Landmark coordinate records:
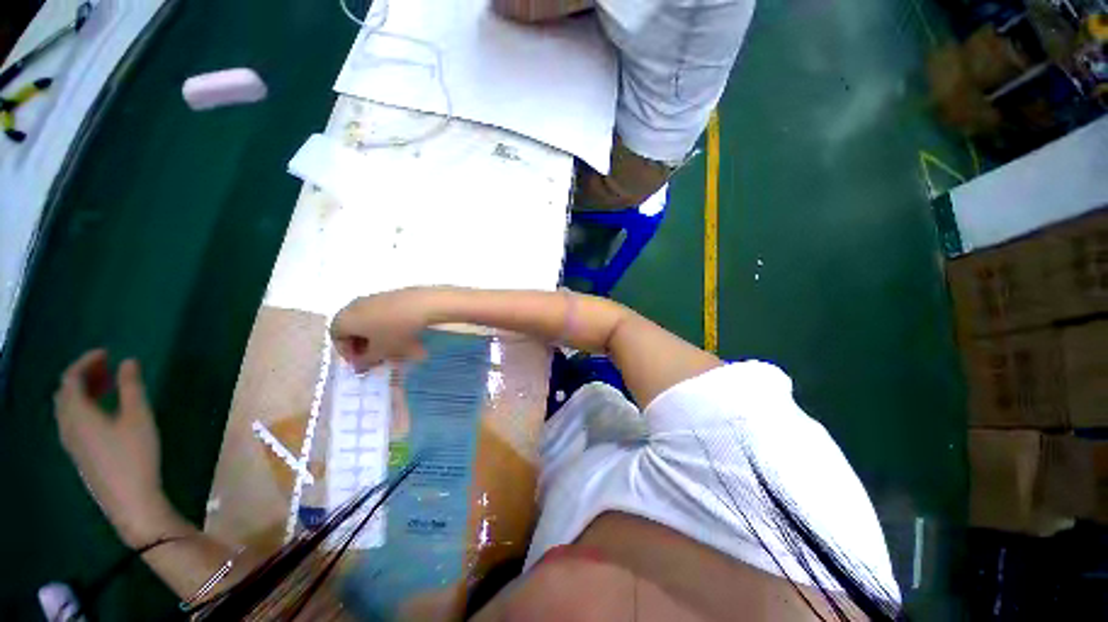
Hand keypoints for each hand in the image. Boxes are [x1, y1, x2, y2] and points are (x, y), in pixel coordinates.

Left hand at [54, 350, 180, 546]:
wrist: (130, 500)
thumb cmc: (135, 455)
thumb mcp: (138, 417)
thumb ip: (132, 387)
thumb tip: (128, 361)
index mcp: (78, 414)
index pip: (71, 379)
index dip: (86, 361)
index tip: (107, 353)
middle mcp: (67, 425)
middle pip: (65, 393)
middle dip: (83, 375)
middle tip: (108, 367)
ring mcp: (72, 442)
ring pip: (67, 408)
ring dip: (83, 392)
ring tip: (108, 386)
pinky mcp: (80, 453)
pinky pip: (72, 421)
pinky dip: (84, 407)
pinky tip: (104, 412)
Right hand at [331, 288, 433, 370]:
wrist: (423, 304)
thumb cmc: (395, 331)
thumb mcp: (379, 352)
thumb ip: (365, 361)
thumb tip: (359, 366)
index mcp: (344, 318)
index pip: (337, 338)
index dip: (348, 354)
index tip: (363, 364)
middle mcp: (354, 305)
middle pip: (352, 328)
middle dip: (363, 345)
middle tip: (377, 357)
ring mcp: (373, 297)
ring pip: (369, 321)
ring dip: (377, 336)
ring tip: (392, 348)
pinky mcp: (391, 294)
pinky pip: (383, 313)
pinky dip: (388, 325)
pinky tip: (404, 334)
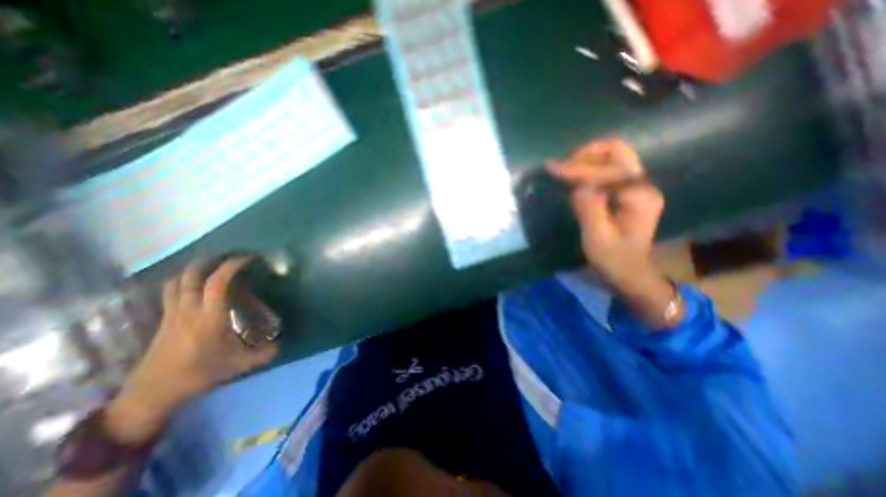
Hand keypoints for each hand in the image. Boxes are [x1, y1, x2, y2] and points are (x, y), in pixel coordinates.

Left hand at [107, 258, 279, 443]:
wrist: (152, 392)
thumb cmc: (199, 374)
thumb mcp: (239, 365)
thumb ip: (264, 353)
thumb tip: (282, 344)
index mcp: (209, 316)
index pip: (217, 282)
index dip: (233, 265)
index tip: (249, 258)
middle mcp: (189, 309)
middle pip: (192, 275)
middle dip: (211, 260)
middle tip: (230, 256)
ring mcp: (173, 312)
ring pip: (177, 280)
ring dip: (194, 268)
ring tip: (212, 264)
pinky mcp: (165, 318)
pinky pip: (170, 290)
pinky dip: (181, 280)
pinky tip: (194, 283)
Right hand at [548, 138, 683, 329]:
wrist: (631, 273)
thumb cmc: (614, 260)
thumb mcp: (597, 239)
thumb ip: (589, 209)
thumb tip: (578, 185)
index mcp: (639, 197)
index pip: (608, 171)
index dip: (578, 169)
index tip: (552, 169)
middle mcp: (643, 185)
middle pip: (618, 152)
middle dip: (587, 154)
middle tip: (563, 166)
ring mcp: (637, 187)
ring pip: (614, 158)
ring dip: (588, 159)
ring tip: (565, 170)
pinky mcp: (628, 193)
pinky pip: (609, 170)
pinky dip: (590, 169)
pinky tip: (575, 179)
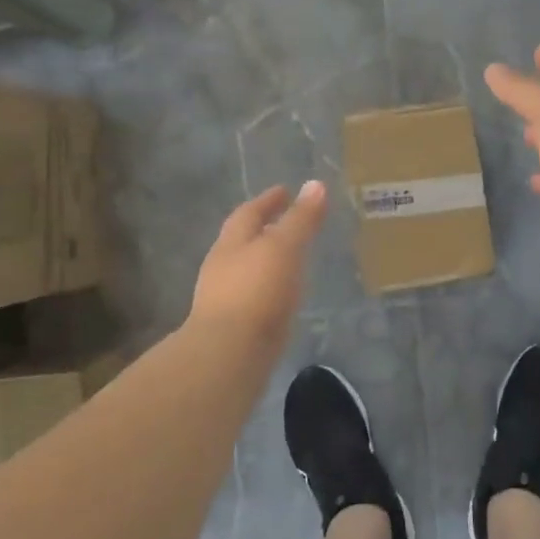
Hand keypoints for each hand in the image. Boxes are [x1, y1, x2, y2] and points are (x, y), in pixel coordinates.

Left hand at [190, 182, 328, 345]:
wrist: (230, 354)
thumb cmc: (256, 291)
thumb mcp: (284, 247)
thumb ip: (301, 219)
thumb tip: (316, 184)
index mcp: (232, 243)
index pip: (249, 213)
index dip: (268, 200)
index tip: (285, 191)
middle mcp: (223, 267)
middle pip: (243, 241)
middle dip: (264, 229)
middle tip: (288, 222)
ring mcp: (226, 299)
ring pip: (248, 270)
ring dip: (267, 261)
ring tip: (291, 258)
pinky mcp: (236, 326)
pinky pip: (256, 297)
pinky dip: (271, 288)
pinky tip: (285, 295)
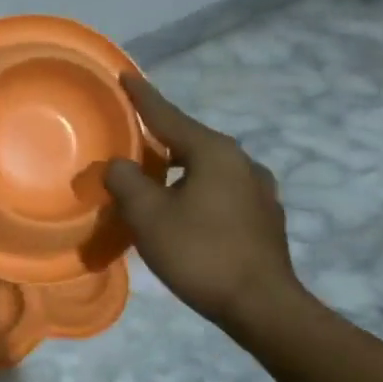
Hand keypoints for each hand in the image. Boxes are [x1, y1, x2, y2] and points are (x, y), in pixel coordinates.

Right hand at [104, 74, 304, 332]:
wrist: (261, 305)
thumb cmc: (200, 253)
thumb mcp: (148, 215)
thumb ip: (126, 181)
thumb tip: (117, 164)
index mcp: (214, 152)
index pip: (168, 116)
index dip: (143, 97)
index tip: (126, 75)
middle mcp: (242, 161)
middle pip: (191, 140)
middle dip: (161, 137)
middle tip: (134, 135)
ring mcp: (259, 190)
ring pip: (208, 166)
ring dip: (180, 166)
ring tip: (157, 175)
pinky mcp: (265, 217)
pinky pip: (222, 189)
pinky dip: (198, 188)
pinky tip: (188, 207)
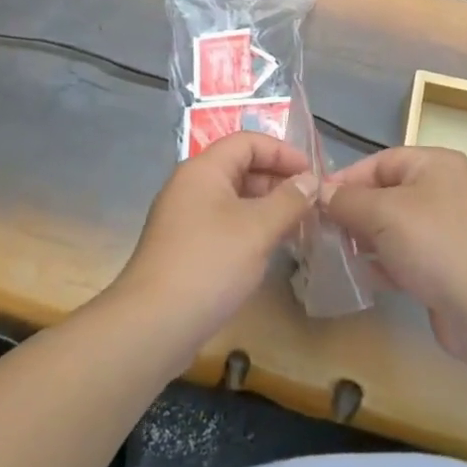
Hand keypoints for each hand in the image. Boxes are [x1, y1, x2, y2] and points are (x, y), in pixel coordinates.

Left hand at [112, 131, 316, 353]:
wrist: (154, 324)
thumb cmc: (210, 264)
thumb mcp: (258, 229)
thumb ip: (289, 200)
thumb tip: (310, 180)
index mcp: (203, 169)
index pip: (247, 141)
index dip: (282, 151)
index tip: (313, 174)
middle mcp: (190, 186)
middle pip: (240, 167)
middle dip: (278, 180)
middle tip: (312, 203)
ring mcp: (184, 218)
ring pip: (233, 198)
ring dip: (267, 206)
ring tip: (299, 225)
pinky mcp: (185, 247)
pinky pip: (224, 223)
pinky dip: (250, 228)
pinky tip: (271, 248)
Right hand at [324, 147, 466, 359]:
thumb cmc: (434, 243)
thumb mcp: (382, 212)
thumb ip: (346, 200)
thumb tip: (320, 193)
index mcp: (435, 165)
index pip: (380, 162)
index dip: (346, 179)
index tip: (314, 201)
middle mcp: (444, 191)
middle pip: (386, 194)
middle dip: (353, 212)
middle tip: (320, 231)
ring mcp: (447, 231)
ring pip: (394, 228)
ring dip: (365, 240)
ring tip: (334, 254)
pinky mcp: (446, 266)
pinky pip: (406, 256)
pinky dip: (384, 264)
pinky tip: (362, 277)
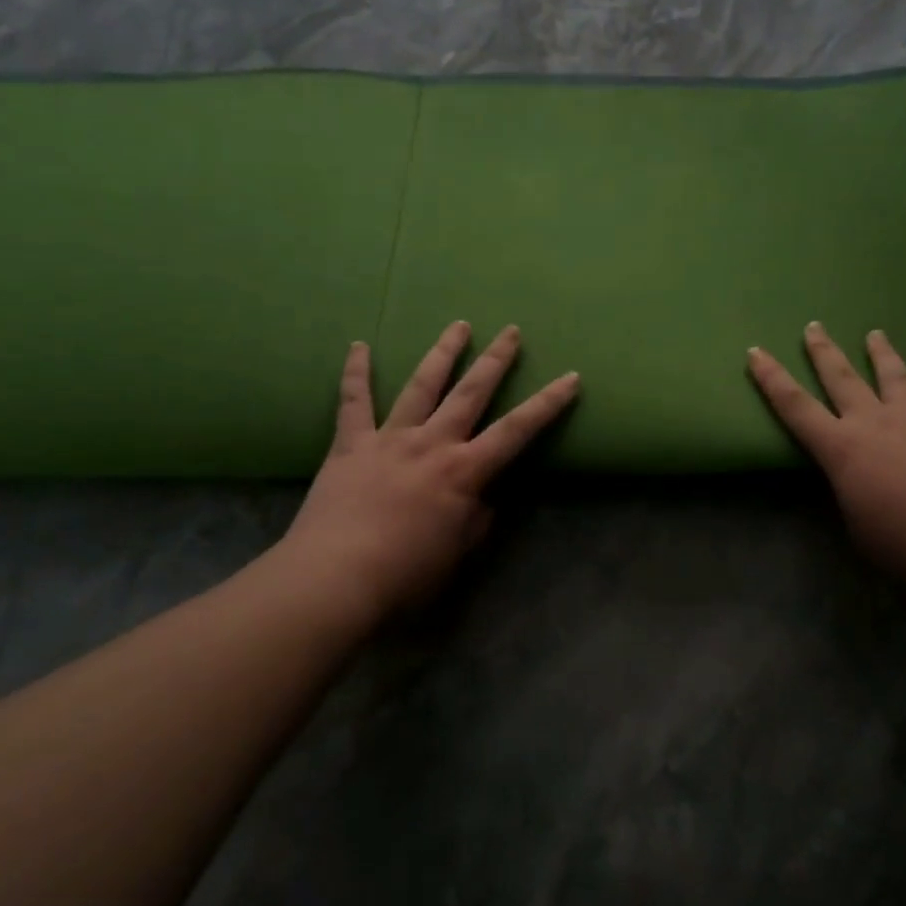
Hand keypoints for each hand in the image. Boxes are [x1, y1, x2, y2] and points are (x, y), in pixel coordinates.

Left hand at [265, 322, 579, 627]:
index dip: (546, 404)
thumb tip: (482, 500)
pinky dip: (356, 373)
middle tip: (510, 331)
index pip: (516, 431)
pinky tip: (359, 346)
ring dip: (443, 354)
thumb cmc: (405, 575)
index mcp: (463, 472)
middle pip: (470, 393)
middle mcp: (432, 444)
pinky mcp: (351, 444)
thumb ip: (475, 520)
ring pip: (421, 386)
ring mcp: (390, 438)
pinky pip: (353, 402)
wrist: (335, 579)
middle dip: (495, 361)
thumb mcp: (457, 553)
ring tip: (458, 325)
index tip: (570, 377)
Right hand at [748, 323, 905, 582]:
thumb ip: (853, 503)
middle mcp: (875, 424)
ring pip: (895, 379)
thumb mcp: (860, 531)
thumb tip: (861, 493)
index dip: (771, 380)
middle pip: (842, 379)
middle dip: (823, 352)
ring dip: (882, 355)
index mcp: (842, 449)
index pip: (795, 407)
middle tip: (813, 326)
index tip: (755, 352)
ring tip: (875, 333)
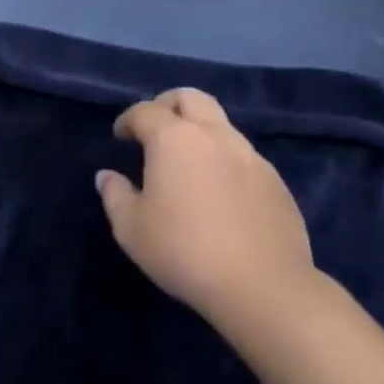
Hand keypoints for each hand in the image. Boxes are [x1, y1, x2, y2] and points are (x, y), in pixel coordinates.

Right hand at [97, 88, 318, 325]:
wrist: (262, 286)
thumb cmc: (183, 251)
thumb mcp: (131, 228)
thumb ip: (115, 195)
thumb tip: (107, 176)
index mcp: (174, 139)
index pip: (145, 111)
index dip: (128, 119)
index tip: (120, 137)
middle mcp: (214, 136)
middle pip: (190, 98)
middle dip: (167, 105)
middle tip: (154, 130)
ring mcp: (251, 156)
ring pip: (221, 124)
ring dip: (199, 132)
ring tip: (186, 164)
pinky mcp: (275, 181)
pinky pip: (242, 155)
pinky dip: (223, 159)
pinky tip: (217, 192)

▶ _Task objective_
Using the data above, transcribe the lines that run from the line with "ring tip: (212, 264)" to the line with "middle pip: (618, 152)", both ends kept, and output nothing else.

▶ _Written solution_
ring tip: (212, 264)
pinky mcp: (165, 318)
pinky pip: (170, 290)
pinky dip: (181, 280)
pinky tip: (194, 283)
Right hand at [548, 138, 683, 329]:
wrist: (631, 273)
thumb cmc: (614, 260)
thumb mcp: (597, 239)
thumb ip: (589, 209)
thumb tip: (578, 185)
index mcp: (639, 197)
index pip: (608, 171)
index dip: (578, 169)
index tip: (552, 169)
middle mcp: (643, 185)
middle pip: (618, 152)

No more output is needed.